Autocratic rulers from India and Pakistan have made appearances in Rushdie’s fiction, notably Midnight’s Children and Shame. Writers from other parts of the world, too, have made use of despots - Ngũgĩ wa Thiong’o’s Wizard of the Crow, for instance, was set in an imaginary African republic presided over by a ruler referred to as His Mighty Excellency.
It's in Latin America, though, that the genre known as the dictator novel has flowered. Unsurprising, given the continent’s often unhappy history. Such novels dissect the concept of caudillismo, the system of domination under a strongman ruler that arose after the wars of independence from Spain.
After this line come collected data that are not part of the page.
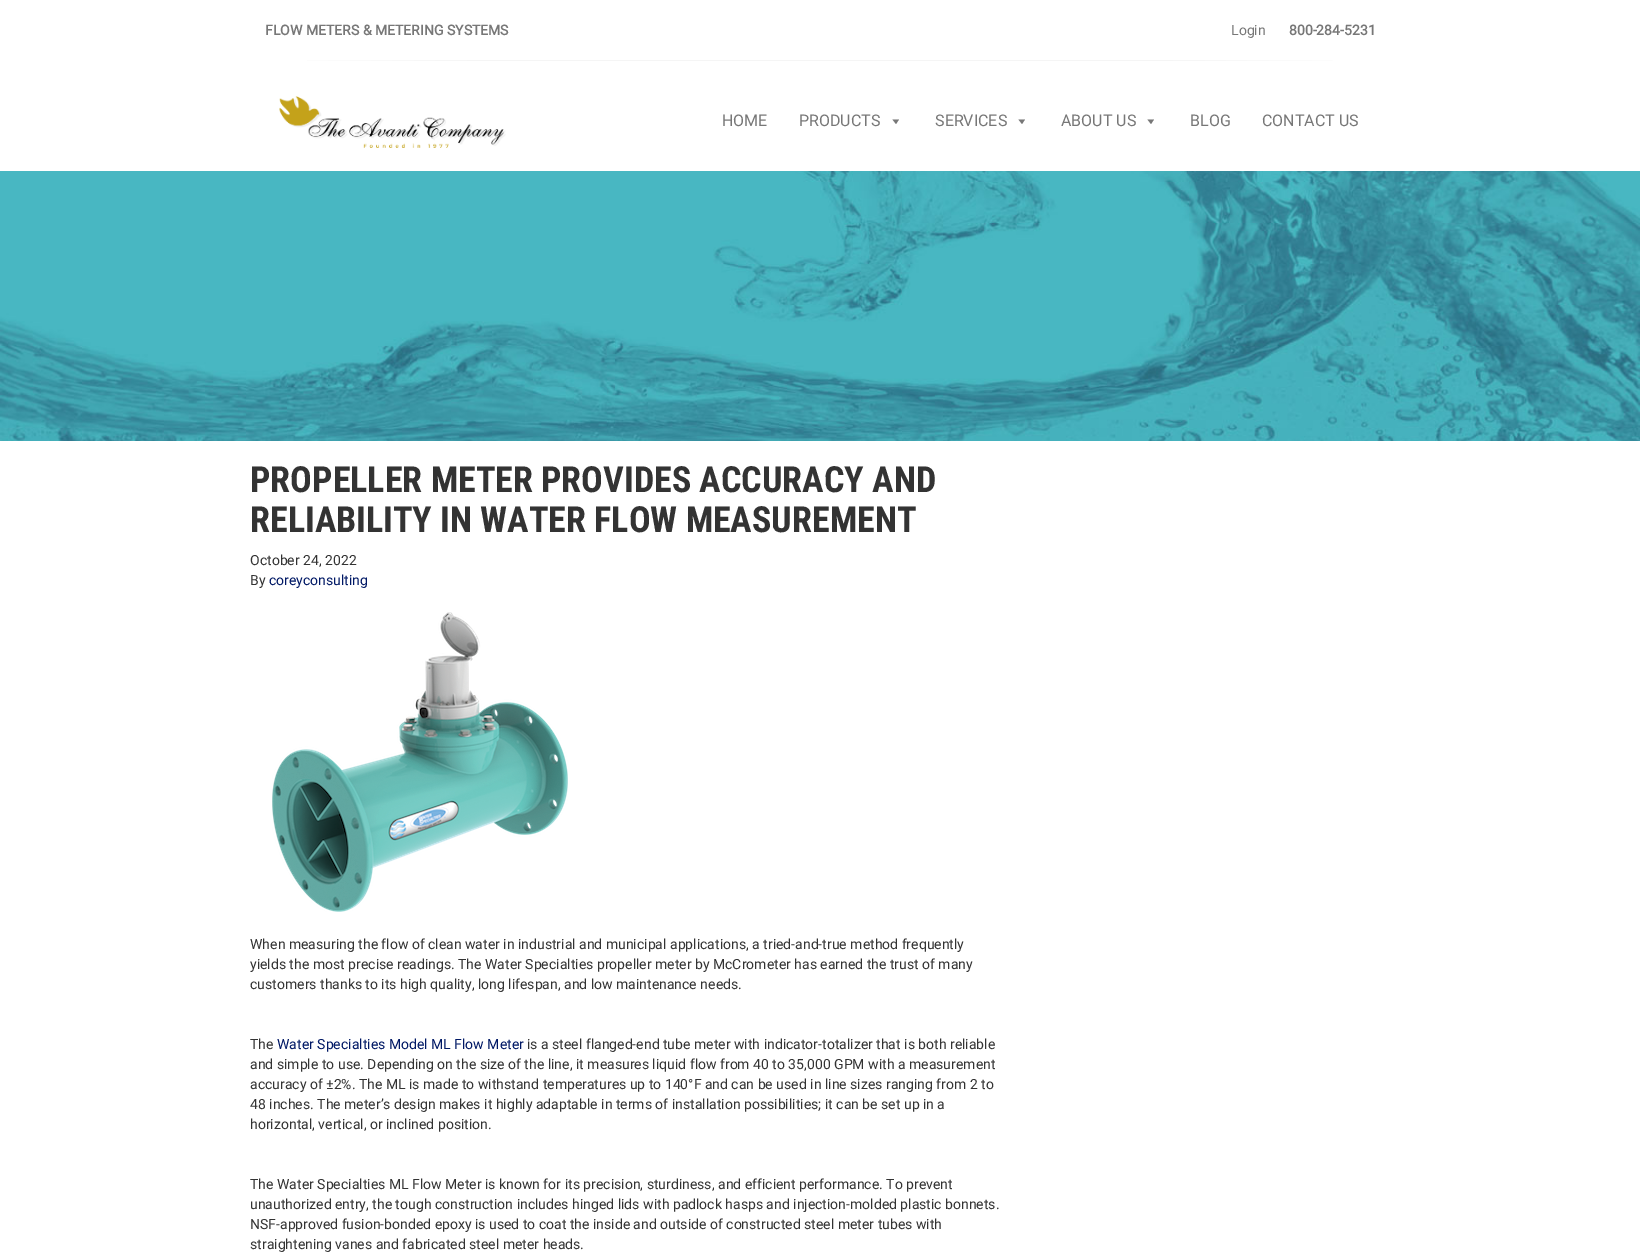 %!PS-Adobe-3.0
%%BoundingBox: 0 0 1640 1254
%%LanguageLevel: 3
%%Pages: 1
%%EndComments
%%BeginProlog
/setink { 3 { 255 div 3 1 roll } repeat setrgbcolor } def
/usefont { [ exch dup neg 0 0 3 -1 roll 0 0 ] selectfont } def
/drawtext { setink usefont moveto show } def
/fillbox { setink rectfill } def
/drawimage { 5 dict begin { /h /w /y /x /name } { exch def } forall
  gsave x y translate w h scale
  w h 8 [w 0 0 h 0 0] name (r) file false 3 colorimage grestore end } def
%%EndProlog
%%BeginSetup
<< /PageSize [1640 1254] >> setpagedevice
%%EndSetup
%%Page: 1 1
0 1254 translate 1 -1 scale
4 setmiterlimit
0 0 1640 1254 255 255 255 fillbox
(FLOW METERS & METERING SYSTEMS) 265 35 /Roboto-Bold 14 119 119 119 drawtext
(Login) 1231 35 /Roboto-Regular 14 119 119 119 drawtext
(800-284-5231) 1289 35 /Roboto-Bold 14 119 119 119 drawtext
gsave 307 60 moveto 1333 60 lineto 1333 61 lineto 307 61 lineto closepath clip newpath
<< /ShadingType 2 /ColorSpace /DeviceRGB /Coords [250 61 1390 60] /Extend [true true] /Function << /FunctionType 3 /Domain [0 1] /Functions [<< /FunctionType 2 /Domain [0 1] /C0 [1 1 1] /C1 [0.961 0.961 0.961] /N 1 >> << /FunctionType 2 /Domain [0 1] /C0 [0.961 0.961 0.961] /C1 [0.961 0.961 0.961] /N 1 >> << /FunctionType 2 /Domain [0 1] /C0 [0.961 0.961 0.961] /C1 [1 1 1] /N 1 >>] /Bounds [0.2 0.8] /Encode [0 1 0 1 0 1] >> >> shfill grestore
(assets/img1.rgb) 279 96 227 52 drawimage
(HOME) 722 126 /Roboto-Regular 16 119 119 119 drawtext
(PRODUCTS) 799 126 /Roboto-Regular 16 119 119 119 drawtext
899 119.5 moveto 896 124 lineto 892.5 119.5 lineto closepath fill
(SERVICES) 935 126 /Roboto-Regular 16 119 119 119 drawtext
1025 119.5 moveto 1022 124 lineto 1018.5 119.5 lineto closepath fill
(ABOUT US) 1061 126 /Roboto-Regular 16 119 119 119 drawtext
1154 119.5 moveto 1151 124 lineto 1147.5 119.5 lineto closepath fill
(BLOG) 1190 126 /Roboto-Regular 16 119 119 119 drawtext
(CONTACT US) 1262 126 /Roboto-Regular 16 119 119 119 drawtext
(assets/img2.rgb) 0 171 1640 270 drawimage
(PROPELLER METER PROVIDES ACCURACY AND) 250 492 /RobotoCondensed-Bold 36 51 51 51 drawtext
(RELIABILITY IN WATER FLOW MEASUREMENT) 250 532 /RobotoCondensed-Bold 36 51 51 51 drawtext
(October 24, 2022) 250 565 /Roboto-Regular 14 51 51 51 drawtext
(By) 250 585 /Roboto-Regular 14 51 51 51 drawtext
(coreyconsulting) 269 585 /Roboto-Regular 14 0 24 101 drawtext
(assets/img3.rgb) 272 612 296 300 drawimage
(When measuring the flow of clean water in industrial and municipal applications, a tried-and-true method frequently) 250 949 /Roboto-Regular 14 51 51 51 drawtext
(yields the most precise readings. The Water Specialties propeller meter by McCrometer has earned the trust of many) 250 969 /Roboto-Regular 14 51 51 51 drawtext
(customers thanks to its high quality, long lifespan, and low maintenance needs.) 250 989 /Roboto-Regular 14 51 51 51 drawtext
(The) 250 1049 /Roboto-Regular 14 51 51 51 drawtext
(Water Specialties Model ML Flow Meter) 277 1049 /Roboto-Regular 14 0 24 101 drawtext
(is a steel flanged-end tube meter with indicator-totalizer that is both reliable) 527 1049 /Roboto-Regular 14 51 51 51 drawtext
(and simple to use. Depending on the size of the line, it measures liquid flow from 40 to 35,000 GPM with a measurement) 250 1069 /Roboto-Regular 14 51 51 51 drawtext
(accuracy of ±2%. The ML is made to withstand temperatures up to 140°F and can be used in line sizes ranging from 2 to) 250 1089 /Roboto-Regular 14 51 51 51 drawtext
(48 inches. The meter’s design makes it highly adaptable in terms of installation possibilities; it can be set up in a) 250 1109 /Roboto-Regular 14 51 51 51 drawtext
(horizontal, vertical, or inclined position.) 250 1129 /Roboto-Regular 14 51 51 51 drawtext
(The Water Specialties ML Flow Meter is known for its precision, sturdiness, and efficient performance. To prevent) 250 1189 /Roboto-Regular 14 51 51 51 drawtext
(unauthorized entry, the tough construction includes hinged lids with padlock hasps and injection-molded plastic bonnets.) 250 1209 /Roboto-Regular 14 51 51 51 drawtext
(NSF-approved fusion-bonded epoxy is used to coat the inside and outside of constructed steel meter tubes with) 250 1229 /Roboto-Regular 14 51 51 51 drawtext
(straightening vanes and fabricated steel meter heads.) 250 1249 /Roboto-Regular 14 51 51 51 drawtext
showpage
%%EOF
Among the forerunners were Tirano Banderas by Ramón María del Valle-Inclán and El Señor Presidente by Miguel Ángel Asturias. Both are set in unidentified countries, the first inspired by Mexico and the second, Guatemala. These dense, multi-pronged narratives set the tone for much later work, especially a remarkable trinity that appeared towards the end of the so-called Latin American Boom in the mid-Seventies.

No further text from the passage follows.